Figure 1 shows the final ALU as a component. It has 4 inputs and produces 5 outputs. Inputs
Cin should be familiar from last time.
fsel is used to select the function we want to execute on the other inputs. Table 1 shows the 7 supported functions and their corresponding
fsel value. Note that there’s a spare slot (
fsel = 7). This can be used later to expand the ALU with one extra function, but we must also take care to produce predictable results in case
fsel is set to 7 by the user.
|4||A + B + Cin|
|5||A - B - Cin|
|6||B - A - Cin|
Table 1: ALU’s function table
The component’s outputs are:
Y: the 16-bit result of the selected function
Cout: the output carry of the selected function (if any)
zero: when HIGH it means that
sign: the most significant bit of
ovr: when HIGH it means that an overflow has occured and
Yis invalid. It can happen when (e.g.) the addition of 2 positive numbers produces a negative result.

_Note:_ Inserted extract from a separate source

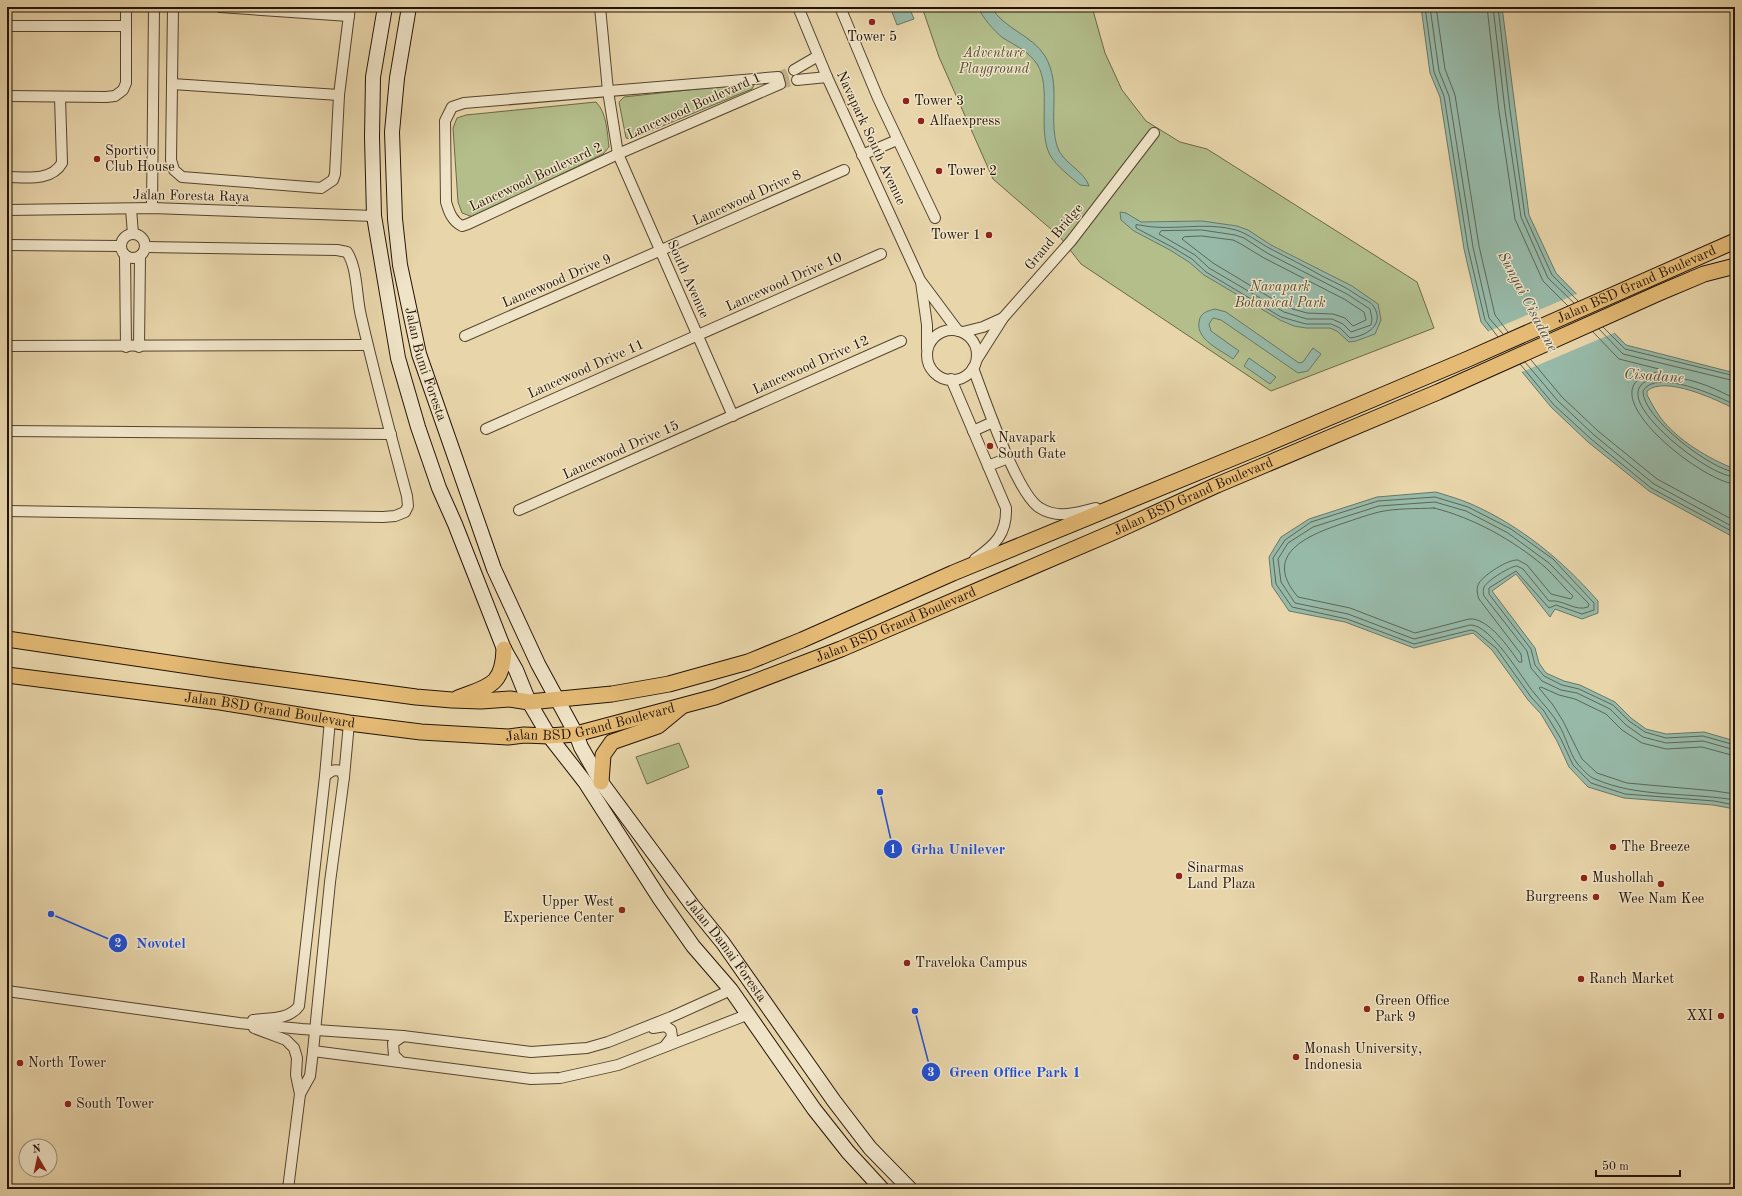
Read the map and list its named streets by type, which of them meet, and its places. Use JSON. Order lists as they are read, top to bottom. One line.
{"streets":{"main road":["Jalan BSD Grand Boulevard","Jalan Bumi Foresta","Jalan Damai Foresta"],"street":["Lancewood Boulevard 1","Navapark South Avenue","Lancewood Boulevard 2","Jalan Foresta Raya","Lancewood Drive 8","Grand Bridge","South Avenue","Lancewood Drive 9","Lancewood Drive 10","Lancewood Drive 12","Lancewood Drive 11","Lancewood Drive 15"]},"crossings":[["Lancewood Boulevard 1","Lancewood Boulevard 2"],["Lancewood Boulevard 1","South Avenue"],["Navapark South Avenue","Grand Bridge"],["Lancewood Boulevard 2","South Avenue"],["Jalan Foresta Raya","Jalan Bumi Foresta"],["Lancewood Drive 8","South Avenue"],["Lancewood Drive 8","Lancewood Drive 9"],["South Avenue","Lancewood Drive 9"],["South Avenue","Lancewood Drive 10"],["South Avenue","Lancewood Drive 12"],["South Avenue","Lancewood Drive 11"],["South Avenue","Lancewood Drive 15"],["Lancewood Drive 10","Lancewood Drive 11"],["Jalan BSD Grand Boulevard","Jalan Bumi Foresta"],["Jalan BSD Grand Boulevard","Jalan Damai Foresta"],["Jalan Bumi Foresta","Jalan Damai Foresta"],["Lancewood Drive 12","Lancewood Drive 15"]],"water":["Sungai Cisadane","Cisadane"],"parks":["Adventure Playground","Navapark Botanical Park"],"places":["Tower 5","Tower 3","Alfaexpress","Sportivo Club House","Tower 2","Tower 1","Navapark South Gate","Grha Unilever","The Breeze","Sinarmas Land Plaza","Mushollah","Wee Nam Kee","Burgreens","Upper West Experience Center","Novotel","Traveloka Campus","Ranch Market","Green Office Park 9","Green Office Park 1","XXI","Monash University, Indonesia","North Tower","South Tower"],"scale_bar":"50 m","north":"top"}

Output buses and fsel decoder
The way the ALU will be implemented is by calculating all the supported functions in parallel and have a bus at the end which will select the correct output based on the current value of
fsel. Figure 2 shows the
Y bus. There are 7 different results calculated and each one of them is connected to a 16-bit tristate buffer. All tristate-buffers are then connected to a 8x16-bit bus.
Despite the fact that there are only 7 functions, because
fsel is 3 bits wide I used a 8x16-bit bus instead of a 7x16-bit bus, to be able to expand the ALU later. Note that the last bus input isn’t connected to anything and will, by default, have an
Undefined value. So, for
fsel = 7,
Y = Undefined.
In order to control the 7 tristate buffers, we first need to decode
fsel. A 3-to-8 decoder does the job (figure 3). It has only one input (a 3-bit value) and 8 1-bit outputs. When the i-th output is HIGH, it means that the input number is
i. Only one of the outputs can and will be HIGH for any given input value.
The first 4 functions are easy to implement, especially in the latest version of DLS which supports multi-bit standard gates. Figure 4 shows the subcircuit used to calculate those functions.
Only a single multi-bit gate is needed for each case. The outputs are routed to their respective tristate buffers we saw earlier. None of these functions make use of the Cin input, so it’s ignored.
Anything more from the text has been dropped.